Type of trial Study title ClinicalTrials.gov Identifier
Phase II Liquid Biopsy as a Tool to Evaluate Resistance to First and Third (AZD9291) (EGFR) (TKIs) in (EGFR) Mutant NSCLC NCT02771314
Phase I-II High-activity Natural Killer Immunotherapy for Small Metastases of Non-small Cell Lung Cancer NCT03007875
Phase I-II Combination of Cryosurgery and NK Immunotherapy for Advanced Non-Small Cell Lung Cancer NCT02843815
Phase I-II Combination of Cetuximab and NK Immunotherapy for Recurrent Non-small Cell Lung Cancer NCT02845856
Phase I-II Safety and Efficiency of γδ T Cell Against Lung Cancer NCT03183232
Phase II-III Bioinformation Therapy for Lung Cancer NCT03239171

Another potential issue for the future development of CTCs in lung cancer is the putative advantage of CTCs among ctDNA. ctDNA is now widely used in lung cancer as a diagnostic, prognostic and predictive biomarker. Current techniques allow very low detection rate for somatic mutation in ctDNA, lower than 0.01% with ddPCR [3]. Large molecular screening by NGS is feasible on ctDNA, with good performances [167]. Based on these data, the detection of somatic mutations in lung cancer through analysis of CTCs does not seem to give a definitive advantage over ctDNA. Besides, it adds a supplemental technical step (CTCs isolation), that raises potential issue by itself, as discussed above, with additional costs. However, CTCs could have an interest in specific situations in addition with ctDNA. Interestingly, in the study of Sundaresan et al. on the T790M mutation detection (n=37), the mutation could be detected in CTCs and not in corresponding ctDNA (n=5), or in ctDNA and not in corresponding CTCs (n=1). Moreover, the use of both CTCs and ctDNA increased the T790M detection rate to 100%, and allowed the detection of the mutation in 35% patients s in whom the concurrent biopsy was indeterminate or T790M negative. CTCs offer also several advantages compared to ctDNA analysis (Figure 1). Notably, the possibility of transcriptome analyses (gene expression screening…) and biomarkers expression assessment (PDL1 for example) are real advantages of CTCs that cannot be performed with ctDNA. At last, the use of CTCs for functional analyses (chemosensitivity…) with tumor explants in vivo, especially in SCLC, is probably the most exciting perspective for CTCs use in the future.
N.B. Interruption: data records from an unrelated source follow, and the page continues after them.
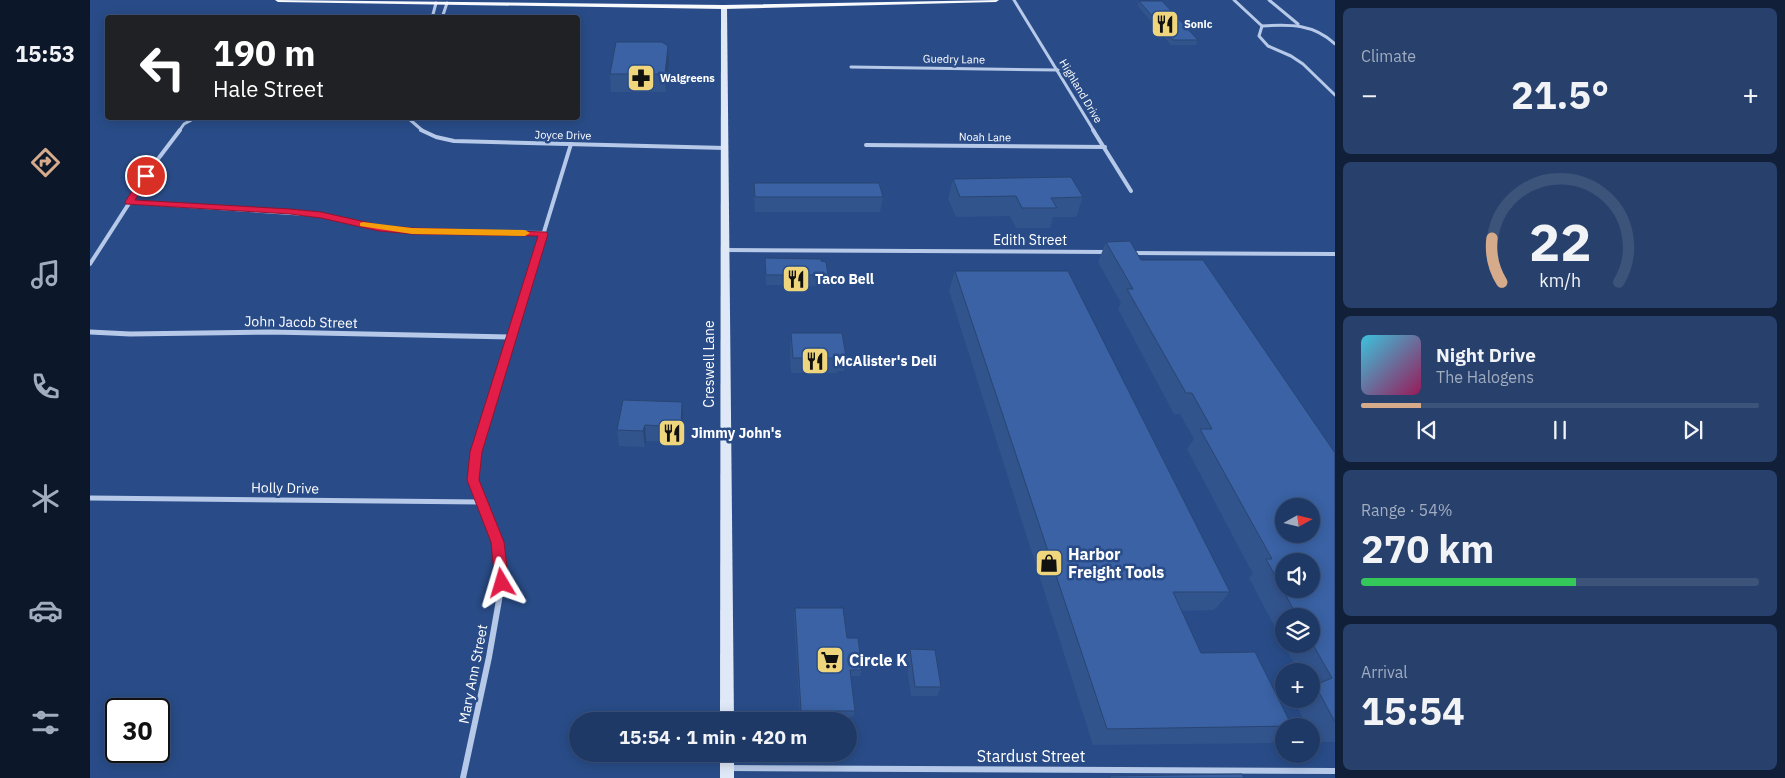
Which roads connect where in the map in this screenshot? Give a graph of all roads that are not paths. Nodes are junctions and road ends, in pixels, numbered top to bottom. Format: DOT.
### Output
graph roads {
  1 [pos="278,0"];
  2 [pos="996,0"];
  3 [pos="1014,0"];
  4 [pos="1234,0"];
  5 [pos="1269,0"];
  6 [pos="914,1"];
  7 [pos="436,3"];
  8 [pos="447,3"];
  9 [pos="724,7"];
  10 [pos="433,15"];
  11 [pos="443,15"];
  12 [pos="1298,24"];
  13 [pos="1262,26"];
  14 [pos="1335,44"];
  15 [pos="850,67"];
  16 [pos="1058,70"];
  17 [pos="1335,95"];
  18 [pos="191,120"];
  19 [pos="415,120"];
  20 [pos="571,144"];
  21 [pos="866,145"];
  22 [pos="725,148"];
  23 [pos="1105,148"];
  24 [pos="1131,192"];
  25 [pos="129,202"];
  26 [pos="543,234"];
  27 [pos="725,250"];
  28 [pos="1113,252"];
  29 [pos="1123,253"];
  30 [pos="1333,254"];
  31 [pos="1335,259"];
  32 [pos="90,264"];
  33 [pos="90,332"];
  34 [pos="511,337"];
  35 [pos="90,498"];
  36 [pos="481,502"];
  37 [pos="727,712"];
  38 [pos="727,766"];
  39 [pos="1335,771"];
  40 [pos="463,778"];
  1 -- 7 [label="main road"];
  2 -- 6 [label="main road"];
  3 -- 16 [label="street, Highland Drive"];
  4 -- 13 [label="street"];
  5 -- 12 [label="street"];
  6 -- 9 [label="main road"];
  7 -- 8 [label="main road"];
  7 -- 10 [label="street"];
  8 -- 9 [label="main road"];
  8 -- 11 [label="street"];
  9 -- 22 [label="main road, Creswell Lane"];
  12 -- 13 [label="street"];
  12 -- 14 [label="street"];
  13 -- 17 [label="street"];
  15 -- 16 [label="street, Guedry Lane"];
  16 -- 23 [label="street, Highland Drive"];
  18 -- 25 [label="street"];
  19 -- 20 [label="street, Joyce Drive"];
  20 -- 22 [label="street, Joyce Drive"];
  20 -- 26 [label="street, Mary Ann Street"];
  21 -- 23 [label="street, Noah Lane"];
  22 -- 27 [label="main road, Creswell Lane"];
  23 -- 24 [label="street, Highland Drive"];
  25 -- 26 [label="street"];
  25 -- 32 [label="street"];
  26 -- 34 [label="street, Mary Ann Street"];
  27 -- 28 [label="street, Edith Street"];
  27 -- 37 [label="main road, Creswell Lane"];
  29 -- 30 [label="street"];
  30 -- 31 [label="street"];
  33 -- 34 [label="street, John Jacob Street"];
  34 -- 36 [label="street, Mary Ann Street"];
  35 -- 36 [label="street, Holly Drive"];
  36 -- 40 [label="street, Mary Ann Street"];
  38 -- 39 [label="street, Stardust Street"];
}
Figure 1. Methods of detection and molecular applications of CTCs.

Figure 1

CNAs: copy number alterations.

In conclusion, the use of CTCs in lung cancer opens a wide range of applications that need to be validated for a clinical use, especially in comparison with other liquid biopsies (ctDNA). Moreover, the diversity of assays for CTCs detection and isolation, with several limitations for each technique, limits currently the application of CTCs in clinical research. A work of standardization concerning the definition of CTCs, the way to isolate them and their application in clinical trials is therefore needed.

Footnotes

Author contributions

EGL, BH, JFE and TC conceived the project, EGL and LW wrote the manuscript, all authors reviewed the manuscript.

CONFLICTS OF INTEREST

The authors declare no conflicts of interest.

FUNDING

This research did not receive any specific grant from funding agencies in the public, commercial, or not-for-profit sectors.